# How to think of $R[x,y]$-modules?

There is a very concrete description for $R[x]$-modules: they correspond "nicely" with $R$-modules equipped with an endomorphism, by the following:

On the one hand, an $R[x]$-module $M$ is in particular an $R$-module, and we can define an endomorphism $T$ on $M$ by $T(m)=x \cdot m$, using the $R[x]$-module structure on $M$. On the other hand, given $M \in R\text{-} Mod$ and $T \in End(M)$, we can make M into an $R[x]$-module by $P(x) \cdot m = (P(T))(m)$.

Is there a similar way of looking at modules over $R[x,y]$?

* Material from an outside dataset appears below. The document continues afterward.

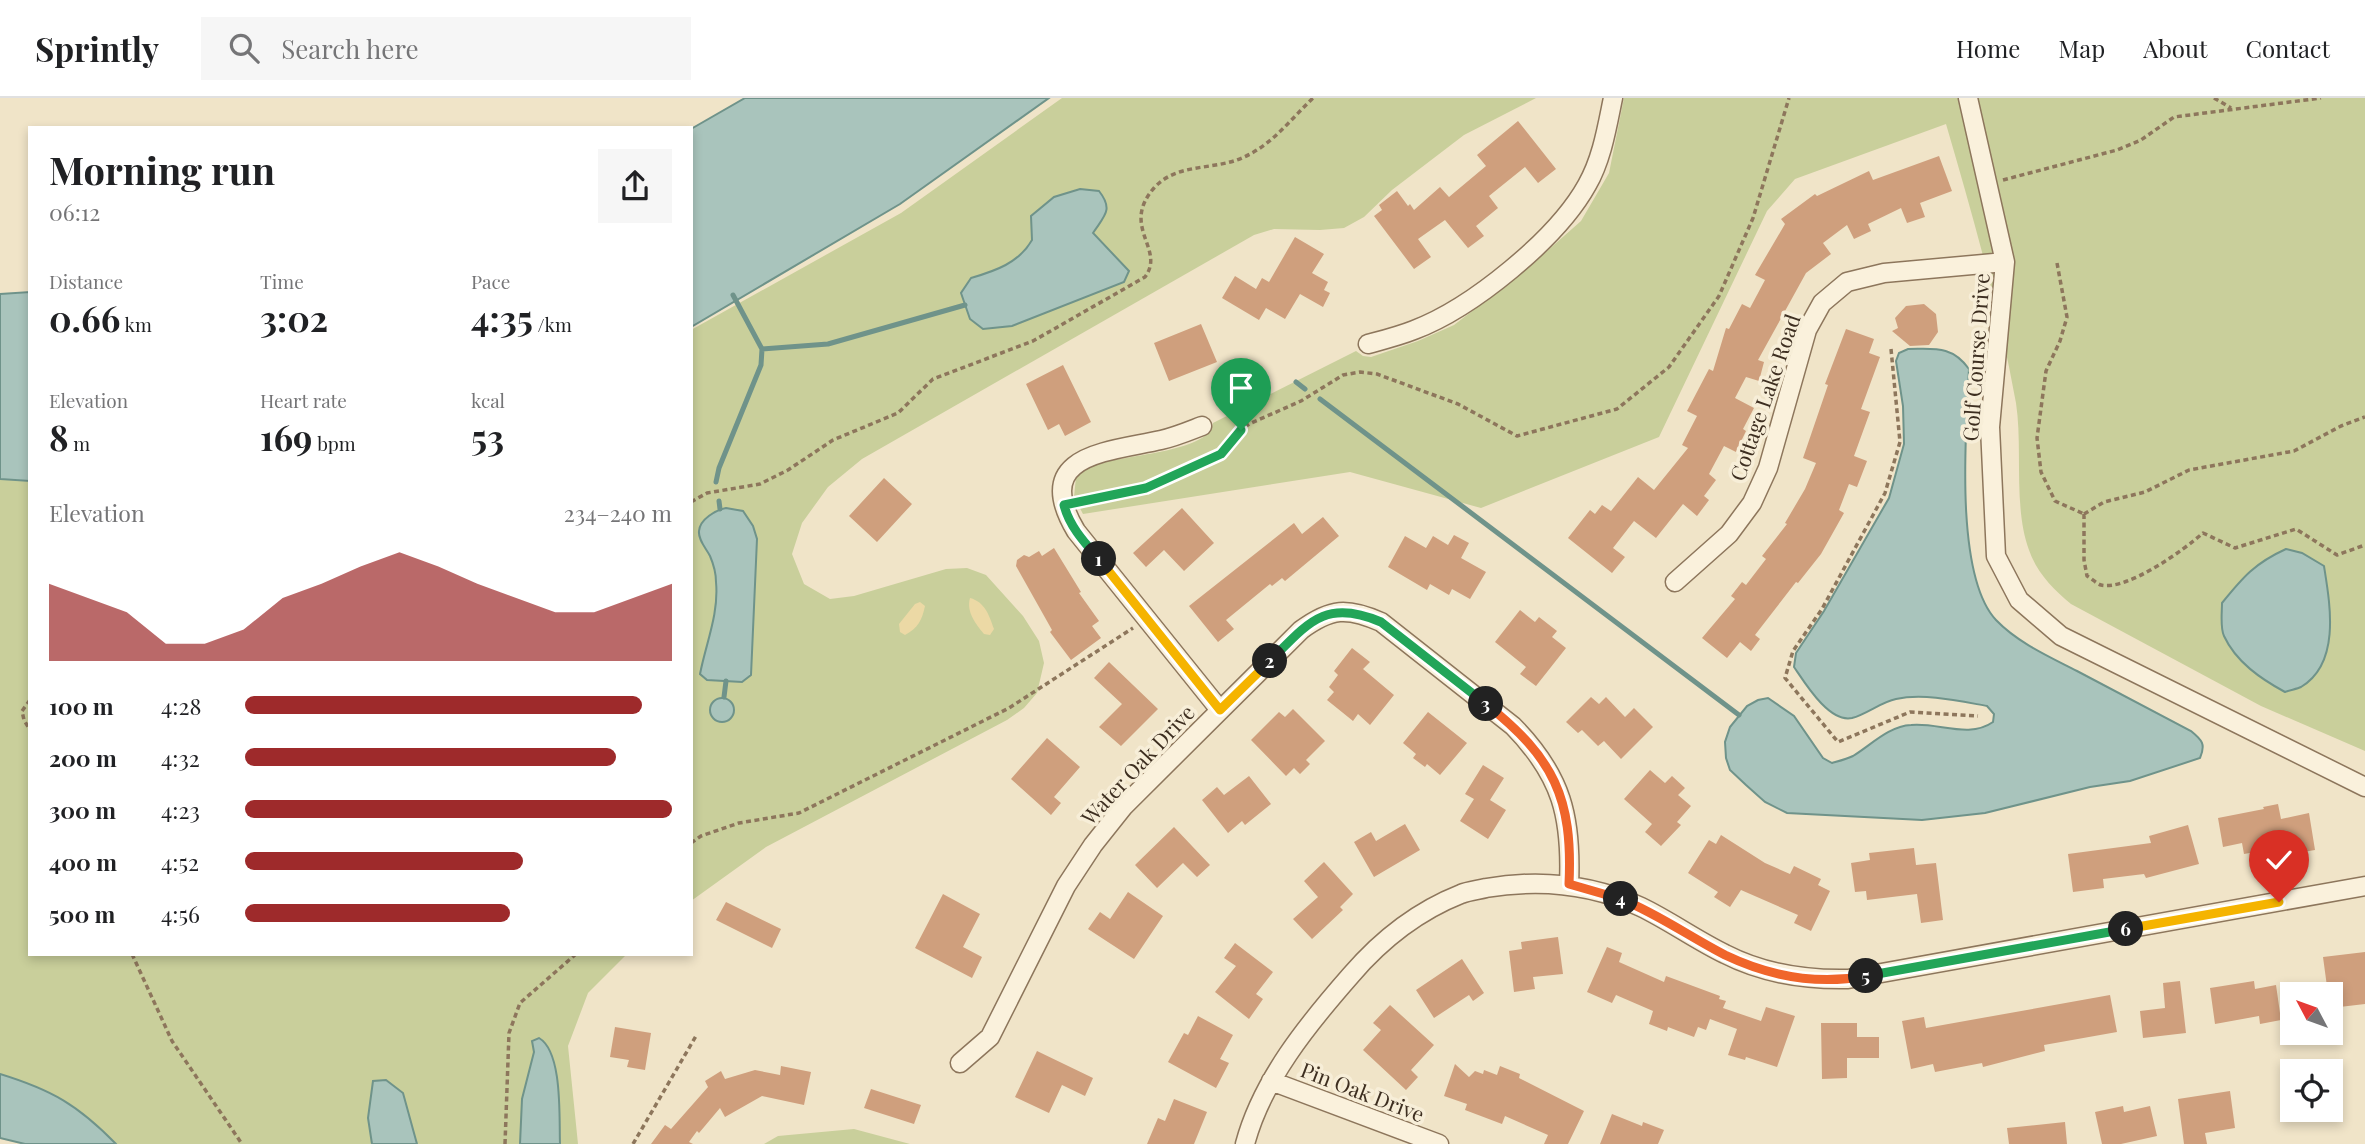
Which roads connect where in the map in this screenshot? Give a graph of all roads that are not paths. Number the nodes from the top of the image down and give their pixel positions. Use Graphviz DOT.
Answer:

Surely, these correspond to $R[x]$-modules together with an $R[x]$-endomorphism $T_y$. I want to translate this to a characterization without mentioning $R[x]$, which as we've seen can be understood in terms of the original $R$-module. So I try to come up with an explanation of the form:

An $R[x,y]$-module is an $R$-module M together with two endomorphisms $T_x,T_y$ on $M$, such that $T_y$ satisfies a criterion corresponding to being an $R[x]$-module, namely $$T_y(p(T_x)(m))=p(T_x)(T_y(m))$$

My questions: Is it true? Is there a more illuminating approach? and how do we generalize to $R[x_1,...,x_n]$?

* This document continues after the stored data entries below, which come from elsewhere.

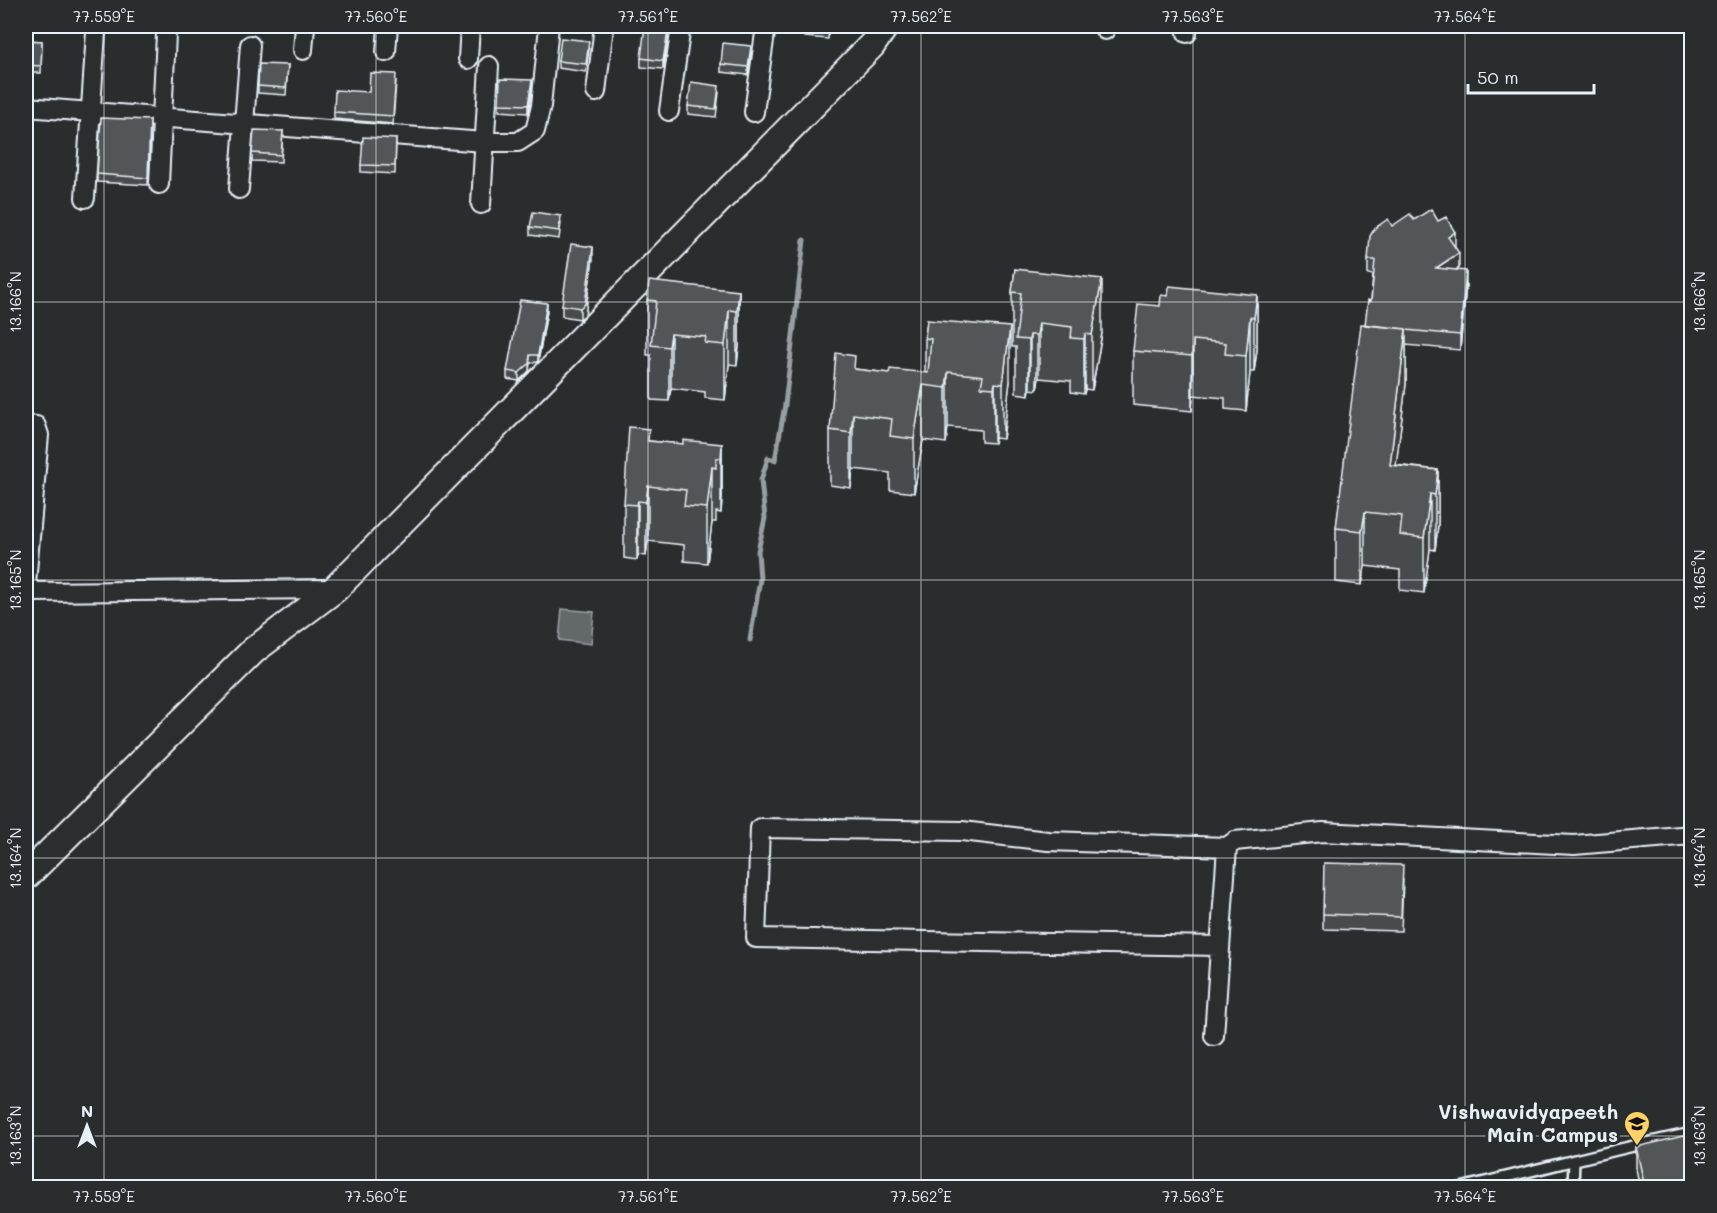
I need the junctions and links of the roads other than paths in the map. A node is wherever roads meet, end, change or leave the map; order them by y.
1 (304, 26) edge
2 (388, 26) edge
3 (470, 26) edge
4 (549, 26) edge
5 (604, 26) edge
6 (681, 26) edge
7 (766, 26) edge
8 (885, 26) edge
9 (96, 32) dead end
10 (166, 34) dead end
11 (250, 45) dead end
12 (303, 50) dead end
13 (386, 52) dead end
14 (468, 59) dead end
15 (489, 66) dead end
16 (596, 93) dead end
17 (26, 106) edge
18 (91, 111) junction
19 (669, 111) dead end
20 (754, 112) dead end
21 (162, 117) junction
22 (244, 123) junction
23 (484, 142) junction
24 (159, 184) dead end
25 (239, 189) dead end
26 (85, 198) dead end
27 (481, 204) dead end
28 (26, 424) edge
29 (335, 589) junction
30 (1692, 834) edge
31 (1227, 847) junction
32 (26, 876) edge
33 (1219, 946) junction
34 (1214, 1036) dead end
35 (1692, 1133) edge
36 (1574, 1160) junction
37 (1460, 1188) edge
38 (1573, 1188) edge

1 - 12 street
2 - 13 street
3 - 14 street
4 - 23 street
5 - 16 street
6 - 19 street
7 - 20 street
8 - 29 main road
9 - 18 street
10 - 21 street
11 - 22 street
15 - 23 street
17 - 18 street
18 - 21 street
18 - 26 street
21 - 22 street
21 - 24 street
22 - 23 street
22 - 25 street
23 - 27 street
28 - 29 street
29 - 32 main road
30 - 31 street
31 - 33 street
31 - 33 street
33 - 34 street
35 - 36 lane
36 - 37 lane
36 - 38 lane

(I'm implicitly assuming that $R$ is a commutative ring.)
An $R[x_1,\ldots,x_n]$-module is the same thing as an $R$-module equipped with $n$ mutually commuting endomorphisms.
One way of putting it is that a left $S$-module $M$, where $S$ is a (not necessarily commutative) $R$-algebra, is the same thing as an $R$-module $M$ together with an $R$-algebra map from $S$ to the endomorphisms of $M$ (acting on the left on $M$). Now $R$-algebra maps $R[x_1,\ldots,x_n] \to T$ (where $T$ is a not necessarily commutative $R$-algebra) are exactly the same thing as $n$-tuples of pairwise commuting elements of $T$: in fancy speak, this says that $R[x_1,\ldots,x_n]$ represents the functor taking a $R$-algebra $T$ to the set of its $n$-tuples of pairwise commuting elements (when $T$ is commutative, of course, we can forget the "pairwise commuting" constraint).
To put it differently: once you know that an $R[x]$-module is an $R$-module with an endomorphism $\hat x$, you should remember that an endomorphism of $R[x]$-modules $\varphi\colon M\to M'$ is an endomorphism of $R$-modules commuting with the $R[x]$-structure, i.e., such that $\hat x'\circ \varphi = \varphi\circ \hat x$. Then an $R[x,y]$-module is, as you say, an $R[x]$-module with an endomorphism $\hat y$, but by what has just been said, $\hat x$ and $\hat y$ must commute and that is the only condition. This carries over to $n$ variables.